The names of the members of the provisional executive committee are listed at the bottom of the poster: Romano Belluzzi, Domenico Mario Calmi, Antonio Gatti, Germano Guidi, Giuseppe Guidi, Delio Masi, Guido Michelotti, Antonio Morganti, Antonio Simbeni, Giovanni Tonnini, Eugenio Vicini, and Zaccaria Savoretti, who served as secretary.

The first elections in which the party participated were those of February 27, 1949, with the Democratic Union and the Independent Patriotic Labor Association, all united in the Popular Alliance, which won 25 of the 60 seats.

The Fatti di Rovereta and further developments

The PDCS was the protagonist of one of the most tense episodes in San Marino's political life. The socialist-communist electoral alliance, which emerged victorious from the 1955 elections with 35 out of 60 councilors, lost its absolute majority when five socialist councilors left to join the opposition, forming the Independent Socialist Party of San Marino. On September 18, 1957, Attilio Giannini, an independent elected from the ranks of the Communist Party, also left the former majority, allowing the PDCS to form a majority coalition consisting of 23 Christian Democrat councilors, 5 independent socialists, 2 social democrats, and the independent councillor Giannini.

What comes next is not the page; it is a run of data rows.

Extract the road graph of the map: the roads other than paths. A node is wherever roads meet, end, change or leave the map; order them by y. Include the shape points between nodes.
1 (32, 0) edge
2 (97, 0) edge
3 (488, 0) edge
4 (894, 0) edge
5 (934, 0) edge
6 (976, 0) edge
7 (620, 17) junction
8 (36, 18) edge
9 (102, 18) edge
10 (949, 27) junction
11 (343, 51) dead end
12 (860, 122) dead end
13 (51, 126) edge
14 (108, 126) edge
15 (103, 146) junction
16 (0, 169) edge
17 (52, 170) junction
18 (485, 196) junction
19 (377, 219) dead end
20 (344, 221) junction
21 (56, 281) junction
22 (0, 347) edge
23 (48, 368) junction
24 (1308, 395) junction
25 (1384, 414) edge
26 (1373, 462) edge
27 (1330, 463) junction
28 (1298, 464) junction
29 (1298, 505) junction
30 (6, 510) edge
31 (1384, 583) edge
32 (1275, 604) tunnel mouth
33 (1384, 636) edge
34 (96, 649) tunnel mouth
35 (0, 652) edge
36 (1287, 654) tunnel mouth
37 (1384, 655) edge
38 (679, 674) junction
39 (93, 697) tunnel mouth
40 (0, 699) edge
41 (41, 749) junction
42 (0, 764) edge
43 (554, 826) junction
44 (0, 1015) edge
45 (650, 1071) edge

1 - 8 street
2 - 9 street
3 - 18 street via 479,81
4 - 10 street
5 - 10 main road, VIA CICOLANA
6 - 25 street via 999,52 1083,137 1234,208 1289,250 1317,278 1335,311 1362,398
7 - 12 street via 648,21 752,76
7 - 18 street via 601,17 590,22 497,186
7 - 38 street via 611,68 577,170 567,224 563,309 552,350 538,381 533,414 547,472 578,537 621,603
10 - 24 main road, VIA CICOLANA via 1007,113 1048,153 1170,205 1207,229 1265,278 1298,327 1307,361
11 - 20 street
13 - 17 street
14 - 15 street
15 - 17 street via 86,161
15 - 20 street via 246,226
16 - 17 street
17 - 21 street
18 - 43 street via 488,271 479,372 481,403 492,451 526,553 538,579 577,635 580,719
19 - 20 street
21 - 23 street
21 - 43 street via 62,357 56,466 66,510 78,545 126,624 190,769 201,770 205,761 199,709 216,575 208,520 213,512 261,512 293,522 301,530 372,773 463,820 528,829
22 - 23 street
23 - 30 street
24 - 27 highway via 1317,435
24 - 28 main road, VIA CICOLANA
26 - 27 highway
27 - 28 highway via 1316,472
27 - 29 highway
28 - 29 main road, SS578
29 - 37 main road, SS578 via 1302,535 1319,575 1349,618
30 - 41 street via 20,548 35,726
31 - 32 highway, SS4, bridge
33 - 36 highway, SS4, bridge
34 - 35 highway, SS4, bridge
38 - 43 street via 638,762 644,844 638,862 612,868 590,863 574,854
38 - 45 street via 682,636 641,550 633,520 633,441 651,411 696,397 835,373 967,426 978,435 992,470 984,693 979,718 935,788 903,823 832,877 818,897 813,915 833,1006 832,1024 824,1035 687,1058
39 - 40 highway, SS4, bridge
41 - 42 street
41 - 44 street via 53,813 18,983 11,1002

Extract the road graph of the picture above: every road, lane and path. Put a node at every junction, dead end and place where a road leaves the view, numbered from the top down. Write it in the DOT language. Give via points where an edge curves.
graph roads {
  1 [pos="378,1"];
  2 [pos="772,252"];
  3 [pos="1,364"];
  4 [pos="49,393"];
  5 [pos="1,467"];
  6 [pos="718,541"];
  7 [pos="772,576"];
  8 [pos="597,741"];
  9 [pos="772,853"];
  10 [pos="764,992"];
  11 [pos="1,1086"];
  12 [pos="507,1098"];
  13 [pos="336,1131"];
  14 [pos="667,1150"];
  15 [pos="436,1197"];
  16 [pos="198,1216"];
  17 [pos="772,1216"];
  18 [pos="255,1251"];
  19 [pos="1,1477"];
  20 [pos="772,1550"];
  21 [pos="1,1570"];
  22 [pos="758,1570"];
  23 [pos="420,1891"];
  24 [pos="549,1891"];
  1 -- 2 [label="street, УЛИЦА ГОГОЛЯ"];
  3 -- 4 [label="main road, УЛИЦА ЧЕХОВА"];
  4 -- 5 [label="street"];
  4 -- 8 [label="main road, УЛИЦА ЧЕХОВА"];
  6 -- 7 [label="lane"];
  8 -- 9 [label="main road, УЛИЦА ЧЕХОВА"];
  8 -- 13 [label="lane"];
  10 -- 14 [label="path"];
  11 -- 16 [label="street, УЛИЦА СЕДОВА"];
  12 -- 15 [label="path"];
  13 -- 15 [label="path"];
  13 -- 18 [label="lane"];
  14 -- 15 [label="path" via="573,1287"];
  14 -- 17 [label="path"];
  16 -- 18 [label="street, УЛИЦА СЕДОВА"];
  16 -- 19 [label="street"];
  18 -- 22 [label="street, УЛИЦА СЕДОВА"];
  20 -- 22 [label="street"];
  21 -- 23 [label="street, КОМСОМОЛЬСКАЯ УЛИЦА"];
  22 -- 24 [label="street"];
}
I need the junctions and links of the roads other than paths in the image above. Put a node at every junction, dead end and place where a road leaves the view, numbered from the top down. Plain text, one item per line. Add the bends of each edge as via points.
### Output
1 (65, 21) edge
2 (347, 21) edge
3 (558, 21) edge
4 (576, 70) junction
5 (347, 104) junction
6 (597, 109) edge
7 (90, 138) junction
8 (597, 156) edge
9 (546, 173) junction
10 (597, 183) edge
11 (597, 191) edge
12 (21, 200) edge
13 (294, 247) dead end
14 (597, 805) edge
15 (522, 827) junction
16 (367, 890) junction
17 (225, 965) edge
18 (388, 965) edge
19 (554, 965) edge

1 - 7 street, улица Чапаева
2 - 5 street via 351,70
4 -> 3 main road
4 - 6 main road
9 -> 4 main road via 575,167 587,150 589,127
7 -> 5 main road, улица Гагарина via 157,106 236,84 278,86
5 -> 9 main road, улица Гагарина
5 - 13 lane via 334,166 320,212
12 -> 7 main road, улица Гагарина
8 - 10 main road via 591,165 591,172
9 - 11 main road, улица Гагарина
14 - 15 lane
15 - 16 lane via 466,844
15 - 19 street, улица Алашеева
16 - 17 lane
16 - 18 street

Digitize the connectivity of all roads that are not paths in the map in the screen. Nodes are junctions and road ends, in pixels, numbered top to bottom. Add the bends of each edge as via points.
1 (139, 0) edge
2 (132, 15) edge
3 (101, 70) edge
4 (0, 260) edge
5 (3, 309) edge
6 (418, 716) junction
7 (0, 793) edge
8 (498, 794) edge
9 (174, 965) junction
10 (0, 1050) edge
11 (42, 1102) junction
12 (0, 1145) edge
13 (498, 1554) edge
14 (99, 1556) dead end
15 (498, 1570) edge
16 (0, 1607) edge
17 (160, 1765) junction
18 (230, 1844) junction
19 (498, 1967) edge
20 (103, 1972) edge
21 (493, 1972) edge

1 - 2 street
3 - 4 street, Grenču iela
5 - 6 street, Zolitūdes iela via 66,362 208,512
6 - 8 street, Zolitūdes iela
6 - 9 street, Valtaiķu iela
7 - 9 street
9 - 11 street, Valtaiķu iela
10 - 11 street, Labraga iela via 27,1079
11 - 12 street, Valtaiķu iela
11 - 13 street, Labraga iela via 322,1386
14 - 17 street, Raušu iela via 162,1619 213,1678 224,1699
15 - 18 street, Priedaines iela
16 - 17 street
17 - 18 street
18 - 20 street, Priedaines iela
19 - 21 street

The Captains Regent Giordano Giacomini and Primo Marani, faced with the resignation of the majority of councilors (who had had to sign a blank letter of resignation in order to stand as candidates for their own parties), were forced to dissolve the Grand and General Council and call elections for November 3, thereby effectively extending their own term of office. The representatives of the new majority considered the measure illegitimate and attempted to enter the Palazzo Pubblico to elect the new government, but found the gendarmerie lined up to block the entrance for several days. On September 30, at the end of the regency's term, the 31 elected representatives gathered in a factory in Rovereta, where they formed a provisional government. Tension grew enormously, as did fears of an armed clash between the parties, partly due to the Regency's decision to create a volunteer militia. On October 11, the Captains Regent recognized the government and disbanded the militia. On October 14, the new government took office at the Palazzo Pubblico.

Recent years: Between opposition and government

The PDCS is an observer member of the European People's Party (EPP), having joined the EPP in 1993. Its Italian counterpart was the now-dissolved Christian Democracy. Its internal left-wing faction left in 2006 to form the Centre Democrats and was joined by the social democrats of Arengo and Freedom. It is led by Giovanni Lonfernini, a former Captain-Regent.

In the 2006 general election PDCS won 32.9% of the vote and 21 out of 60 seats in the Grand and General Council. The party stood in opposition to the 2006-2008 governing political coalition of Party of Socialists and Democrats, Popular Alliance and United Left.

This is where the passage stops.